I need every line of the material below that includes the string "Alberto".
⁂
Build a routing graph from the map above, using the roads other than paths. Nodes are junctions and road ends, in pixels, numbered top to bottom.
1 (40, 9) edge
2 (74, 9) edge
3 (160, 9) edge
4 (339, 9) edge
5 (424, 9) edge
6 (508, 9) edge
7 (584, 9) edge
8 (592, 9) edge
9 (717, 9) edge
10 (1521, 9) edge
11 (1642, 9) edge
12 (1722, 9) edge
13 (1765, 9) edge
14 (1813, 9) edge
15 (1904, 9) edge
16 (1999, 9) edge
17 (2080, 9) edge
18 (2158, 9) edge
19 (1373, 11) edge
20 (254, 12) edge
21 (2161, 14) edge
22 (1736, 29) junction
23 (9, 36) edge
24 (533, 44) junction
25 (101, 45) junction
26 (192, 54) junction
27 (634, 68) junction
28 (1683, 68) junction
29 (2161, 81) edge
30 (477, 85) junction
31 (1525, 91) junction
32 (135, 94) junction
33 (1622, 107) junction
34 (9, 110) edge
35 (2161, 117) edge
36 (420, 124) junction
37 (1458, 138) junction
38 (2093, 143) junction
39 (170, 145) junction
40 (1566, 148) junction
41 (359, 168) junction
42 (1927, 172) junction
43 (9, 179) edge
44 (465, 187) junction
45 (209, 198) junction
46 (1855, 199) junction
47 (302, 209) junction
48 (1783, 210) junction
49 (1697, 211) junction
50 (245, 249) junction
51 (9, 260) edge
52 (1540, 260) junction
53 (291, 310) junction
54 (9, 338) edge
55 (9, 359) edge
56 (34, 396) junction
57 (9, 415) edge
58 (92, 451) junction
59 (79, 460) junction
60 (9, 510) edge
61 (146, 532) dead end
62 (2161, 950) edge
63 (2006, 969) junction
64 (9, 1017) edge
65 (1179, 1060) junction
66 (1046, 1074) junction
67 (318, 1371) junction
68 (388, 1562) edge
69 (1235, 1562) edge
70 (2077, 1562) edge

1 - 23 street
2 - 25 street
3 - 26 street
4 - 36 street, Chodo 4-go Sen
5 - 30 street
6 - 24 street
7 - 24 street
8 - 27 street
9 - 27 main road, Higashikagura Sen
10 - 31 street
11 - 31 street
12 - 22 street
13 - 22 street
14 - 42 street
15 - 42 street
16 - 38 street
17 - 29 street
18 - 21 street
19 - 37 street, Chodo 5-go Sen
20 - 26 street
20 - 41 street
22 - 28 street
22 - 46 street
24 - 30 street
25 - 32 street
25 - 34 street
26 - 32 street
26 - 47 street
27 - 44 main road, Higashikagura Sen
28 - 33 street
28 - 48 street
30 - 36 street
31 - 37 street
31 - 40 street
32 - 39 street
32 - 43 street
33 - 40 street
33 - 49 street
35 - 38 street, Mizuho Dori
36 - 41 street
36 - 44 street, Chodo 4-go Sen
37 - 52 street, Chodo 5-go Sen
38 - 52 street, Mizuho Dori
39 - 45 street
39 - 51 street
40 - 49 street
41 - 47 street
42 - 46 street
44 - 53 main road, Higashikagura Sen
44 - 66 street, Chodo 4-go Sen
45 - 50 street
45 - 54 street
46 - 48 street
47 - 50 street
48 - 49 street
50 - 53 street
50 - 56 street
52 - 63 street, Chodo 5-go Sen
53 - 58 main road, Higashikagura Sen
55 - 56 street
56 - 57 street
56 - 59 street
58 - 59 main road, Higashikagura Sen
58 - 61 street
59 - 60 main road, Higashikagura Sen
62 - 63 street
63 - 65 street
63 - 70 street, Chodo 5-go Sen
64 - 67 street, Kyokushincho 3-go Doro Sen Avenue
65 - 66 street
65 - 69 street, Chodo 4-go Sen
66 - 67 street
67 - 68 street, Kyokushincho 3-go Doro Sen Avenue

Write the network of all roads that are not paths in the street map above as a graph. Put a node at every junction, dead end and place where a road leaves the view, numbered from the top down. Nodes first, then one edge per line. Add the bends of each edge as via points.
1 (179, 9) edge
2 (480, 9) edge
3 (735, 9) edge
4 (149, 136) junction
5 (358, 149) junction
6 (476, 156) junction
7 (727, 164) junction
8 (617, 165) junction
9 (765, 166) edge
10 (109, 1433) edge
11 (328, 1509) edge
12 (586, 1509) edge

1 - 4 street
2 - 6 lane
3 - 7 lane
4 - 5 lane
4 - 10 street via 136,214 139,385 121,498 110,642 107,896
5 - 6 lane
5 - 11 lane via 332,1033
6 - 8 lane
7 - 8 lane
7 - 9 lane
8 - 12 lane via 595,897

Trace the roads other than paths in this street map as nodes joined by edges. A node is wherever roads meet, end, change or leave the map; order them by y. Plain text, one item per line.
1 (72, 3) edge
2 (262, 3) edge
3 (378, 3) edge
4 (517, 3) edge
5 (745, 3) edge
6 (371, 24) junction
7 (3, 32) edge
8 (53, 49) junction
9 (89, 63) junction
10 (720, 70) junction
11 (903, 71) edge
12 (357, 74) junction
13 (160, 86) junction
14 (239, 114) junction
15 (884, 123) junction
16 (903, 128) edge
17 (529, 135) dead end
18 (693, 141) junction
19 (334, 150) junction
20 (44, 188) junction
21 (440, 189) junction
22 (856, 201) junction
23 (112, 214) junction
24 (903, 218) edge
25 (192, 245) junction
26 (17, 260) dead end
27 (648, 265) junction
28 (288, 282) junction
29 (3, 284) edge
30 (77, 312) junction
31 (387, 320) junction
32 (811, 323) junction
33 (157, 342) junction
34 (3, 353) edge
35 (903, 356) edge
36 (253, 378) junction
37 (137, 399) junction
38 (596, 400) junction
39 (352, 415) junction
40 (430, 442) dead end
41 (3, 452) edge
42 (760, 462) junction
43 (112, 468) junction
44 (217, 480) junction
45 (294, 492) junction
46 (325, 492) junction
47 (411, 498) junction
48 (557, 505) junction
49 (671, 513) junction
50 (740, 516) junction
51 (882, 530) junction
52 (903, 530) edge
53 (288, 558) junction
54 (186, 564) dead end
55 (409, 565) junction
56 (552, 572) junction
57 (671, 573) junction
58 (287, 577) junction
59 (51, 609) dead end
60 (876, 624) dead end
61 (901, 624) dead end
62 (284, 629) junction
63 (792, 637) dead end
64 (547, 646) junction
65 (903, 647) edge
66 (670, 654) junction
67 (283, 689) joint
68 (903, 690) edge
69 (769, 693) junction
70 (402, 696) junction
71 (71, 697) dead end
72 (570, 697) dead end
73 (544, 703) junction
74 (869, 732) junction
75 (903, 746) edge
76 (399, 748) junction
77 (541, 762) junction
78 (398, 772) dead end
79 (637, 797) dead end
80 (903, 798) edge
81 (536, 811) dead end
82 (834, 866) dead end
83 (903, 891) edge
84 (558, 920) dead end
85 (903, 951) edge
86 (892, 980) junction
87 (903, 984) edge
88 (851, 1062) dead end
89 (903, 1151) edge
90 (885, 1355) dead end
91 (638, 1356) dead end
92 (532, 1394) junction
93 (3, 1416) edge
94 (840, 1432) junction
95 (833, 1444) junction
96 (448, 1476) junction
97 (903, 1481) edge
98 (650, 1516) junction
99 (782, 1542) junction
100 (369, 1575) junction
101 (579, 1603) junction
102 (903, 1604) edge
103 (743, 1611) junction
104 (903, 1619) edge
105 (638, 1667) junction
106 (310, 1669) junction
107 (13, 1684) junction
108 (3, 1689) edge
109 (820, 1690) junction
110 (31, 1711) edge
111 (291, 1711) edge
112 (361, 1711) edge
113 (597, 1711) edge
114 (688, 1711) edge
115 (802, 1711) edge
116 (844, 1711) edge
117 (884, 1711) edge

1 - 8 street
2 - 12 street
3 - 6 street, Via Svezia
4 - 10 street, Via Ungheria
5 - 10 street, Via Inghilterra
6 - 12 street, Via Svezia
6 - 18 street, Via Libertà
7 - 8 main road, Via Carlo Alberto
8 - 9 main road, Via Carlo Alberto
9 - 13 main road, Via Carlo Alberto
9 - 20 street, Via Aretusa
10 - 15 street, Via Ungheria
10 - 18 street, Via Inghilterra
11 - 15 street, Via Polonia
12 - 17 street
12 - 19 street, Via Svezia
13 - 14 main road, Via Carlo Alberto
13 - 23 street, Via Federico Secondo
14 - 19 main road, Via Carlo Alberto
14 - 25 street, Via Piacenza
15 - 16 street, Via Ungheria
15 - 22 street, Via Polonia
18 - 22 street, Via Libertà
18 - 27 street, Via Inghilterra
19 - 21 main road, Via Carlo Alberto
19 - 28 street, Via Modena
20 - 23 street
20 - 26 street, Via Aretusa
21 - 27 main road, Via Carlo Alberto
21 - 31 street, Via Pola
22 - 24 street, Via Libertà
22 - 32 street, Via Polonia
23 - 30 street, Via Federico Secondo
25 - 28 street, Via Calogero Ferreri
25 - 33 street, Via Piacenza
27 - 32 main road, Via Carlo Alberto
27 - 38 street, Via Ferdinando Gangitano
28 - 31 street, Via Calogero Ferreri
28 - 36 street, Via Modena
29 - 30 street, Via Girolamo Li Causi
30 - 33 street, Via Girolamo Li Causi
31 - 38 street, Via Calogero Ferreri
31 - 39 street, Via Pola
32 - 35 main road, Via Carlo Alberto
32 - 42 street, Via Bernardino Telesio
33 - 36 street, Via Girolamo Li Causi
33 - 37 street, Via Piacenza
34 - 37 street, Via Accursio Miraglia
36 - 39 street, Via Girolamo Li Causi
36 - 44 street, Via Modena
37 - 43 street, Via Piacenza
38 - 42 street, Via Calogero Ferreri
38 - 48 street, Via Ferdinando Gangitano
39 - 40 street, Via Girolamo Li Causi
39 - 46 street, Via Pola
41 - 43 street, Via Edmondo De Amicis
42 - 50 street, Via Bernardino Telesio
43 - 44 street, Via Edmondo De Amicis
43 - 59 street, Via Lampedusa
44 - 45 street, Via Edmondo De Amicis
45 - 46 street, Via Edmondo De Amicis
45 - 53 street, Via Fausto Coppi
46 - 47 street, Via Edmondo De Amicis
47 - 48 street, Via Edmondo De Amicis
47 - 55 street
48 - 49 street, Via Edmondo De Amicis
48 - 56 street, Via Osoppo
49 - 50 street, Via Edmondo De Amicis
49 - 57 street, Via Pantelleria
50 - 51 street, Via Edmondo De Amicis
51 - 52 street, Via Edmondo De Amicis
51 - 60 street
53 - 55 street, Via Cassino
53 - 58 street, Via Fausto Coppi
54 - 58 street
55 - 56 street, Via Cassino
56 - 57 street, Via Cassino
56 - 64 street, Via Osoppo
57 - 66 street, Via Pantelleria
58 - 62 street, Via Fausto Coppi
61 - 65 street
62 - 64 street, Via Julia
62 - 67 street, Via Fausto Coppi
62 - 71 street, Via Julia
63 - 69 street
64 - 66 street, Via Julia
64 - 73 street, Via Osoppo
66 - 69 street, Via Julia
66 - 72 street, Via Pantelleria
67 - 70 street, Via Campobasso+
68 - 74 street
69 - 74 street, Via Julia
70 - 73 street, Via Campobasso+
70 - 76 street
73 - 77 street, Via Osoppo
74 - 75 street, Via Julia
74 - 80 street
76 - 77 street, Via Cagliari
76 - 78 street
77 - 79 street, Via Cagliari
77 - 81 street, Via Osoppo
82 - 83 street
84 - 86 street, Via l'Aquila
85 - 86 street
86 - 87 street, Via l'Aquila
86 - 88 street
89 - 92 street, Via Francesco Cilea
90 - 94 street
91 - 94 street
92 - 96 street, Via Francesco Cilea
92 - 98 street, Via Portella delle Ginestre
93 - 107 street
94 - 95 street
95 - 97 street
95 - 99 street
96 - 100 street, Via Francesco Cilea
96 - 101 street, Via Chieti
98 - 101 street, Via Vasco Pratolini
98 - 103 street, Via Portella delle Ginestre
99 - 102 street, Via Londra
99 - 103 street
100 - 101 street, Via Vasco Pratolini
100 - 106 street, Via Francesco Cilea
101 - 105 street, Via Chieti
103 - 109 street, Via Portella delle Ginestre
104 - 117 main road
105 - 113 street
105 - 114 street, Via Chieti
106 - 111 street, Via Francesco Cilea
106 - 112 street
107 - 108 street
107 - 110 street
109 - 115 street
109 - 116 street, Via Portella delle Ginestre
⁂
Written answer
7 - 8 main road, Via Carlo Alberto
8 - 9 main road, Via Carlo Alberto
9 - 13 main road, Via Carlo Alberto
13 - 14 main road, Via Carlo Alberto
14 - 19 main road, Via Carlo Alberto
19 - 21 main road, Via Carlo Alberto
21 - 27 main road, Via Carlo Alberto
27 - 32 main road, Via Carlo Alberto
32 - 35 main road, Via Carlo Alberto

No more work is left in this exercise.